■ Input for this task:
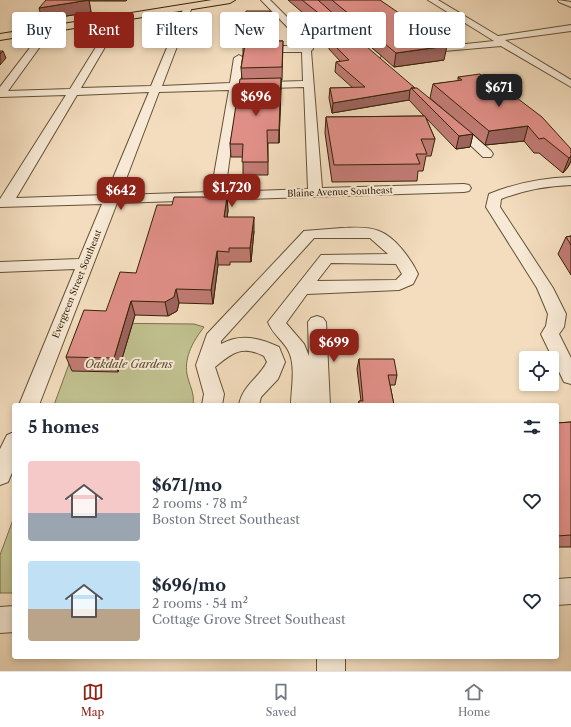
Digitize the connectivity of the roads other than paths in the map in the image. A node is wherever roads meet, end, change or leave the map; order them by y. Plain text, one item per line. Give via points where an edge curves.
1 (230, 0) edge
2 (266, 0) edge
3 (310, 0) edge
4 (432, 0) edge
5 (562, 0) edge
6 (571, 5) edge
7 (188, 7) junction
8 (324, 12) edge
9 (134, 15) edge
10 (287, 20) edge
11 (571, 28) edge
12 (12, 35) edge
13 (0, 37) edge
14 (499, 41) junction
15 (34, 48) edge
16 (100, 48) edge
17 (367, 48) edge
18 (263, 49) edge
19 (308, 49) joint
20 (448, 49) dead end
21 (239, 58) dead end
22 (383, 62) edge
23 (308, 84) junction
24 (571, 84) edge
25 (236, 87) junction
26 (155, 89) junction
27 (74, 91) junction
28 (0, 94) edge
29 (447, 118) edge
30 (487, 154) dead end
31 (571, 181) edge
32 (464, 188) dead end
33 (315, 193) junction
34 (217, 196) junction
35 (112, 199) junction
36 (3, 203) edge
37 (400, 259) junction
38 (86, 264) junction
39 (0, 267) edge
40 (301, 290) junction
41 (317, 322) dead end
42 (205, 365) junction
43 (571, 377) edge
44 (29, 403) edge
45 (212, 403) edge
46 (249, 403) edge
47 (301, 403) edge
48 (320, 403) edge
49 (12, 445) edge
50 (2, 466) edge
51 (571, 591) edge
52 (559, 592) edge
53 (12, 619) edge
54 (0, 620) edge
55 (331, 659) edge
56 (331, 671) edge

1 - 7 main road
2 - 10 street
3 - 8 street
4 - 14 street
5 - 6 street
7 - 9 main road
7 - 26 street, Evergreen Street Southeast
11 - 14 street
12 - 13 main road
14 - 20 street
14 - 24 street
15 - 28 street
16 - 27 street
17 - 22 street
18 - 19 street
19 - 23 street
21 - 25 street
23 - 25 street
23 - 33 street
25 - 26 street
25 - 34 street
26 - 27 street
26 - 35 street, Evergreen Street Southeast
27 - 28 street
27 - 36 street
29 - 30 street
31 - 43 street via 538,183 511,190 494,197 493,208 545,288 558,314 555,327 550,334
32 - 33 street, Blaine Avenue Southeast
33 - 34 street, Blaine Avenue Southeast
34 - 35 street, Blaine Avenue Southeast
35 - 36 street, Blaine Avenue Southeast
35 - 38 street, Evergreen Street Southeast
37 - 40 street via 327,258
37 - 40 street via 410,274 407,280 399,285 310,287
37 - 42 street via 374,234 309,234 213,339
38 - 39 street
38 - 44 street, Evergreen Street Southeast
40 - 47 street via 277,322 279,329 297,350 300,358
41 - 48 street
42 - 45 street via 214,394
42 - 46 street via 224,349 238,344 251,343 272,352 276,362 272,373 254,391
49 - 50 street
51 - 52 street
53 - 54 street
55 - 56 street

■ What you need to do:
Find every line in the records that has the word "Southeast". Copy those lines.

■ Solution to this problem:
7 - 26 street, Evergreen Street Southeast
26 - 35 street, Evergreen Street Southeast
32 - 33 street, Blaine Avenue Southeast
33 - 34 street, Blaine Avenue Southeast
34 - 35 street, Blaine Avenue Southeast
35 - 36 street, Blaine Avenue Southeast
35 - 38 street, Evergreen Street Southeast
38 - 44 street, Evergreen Street Southeast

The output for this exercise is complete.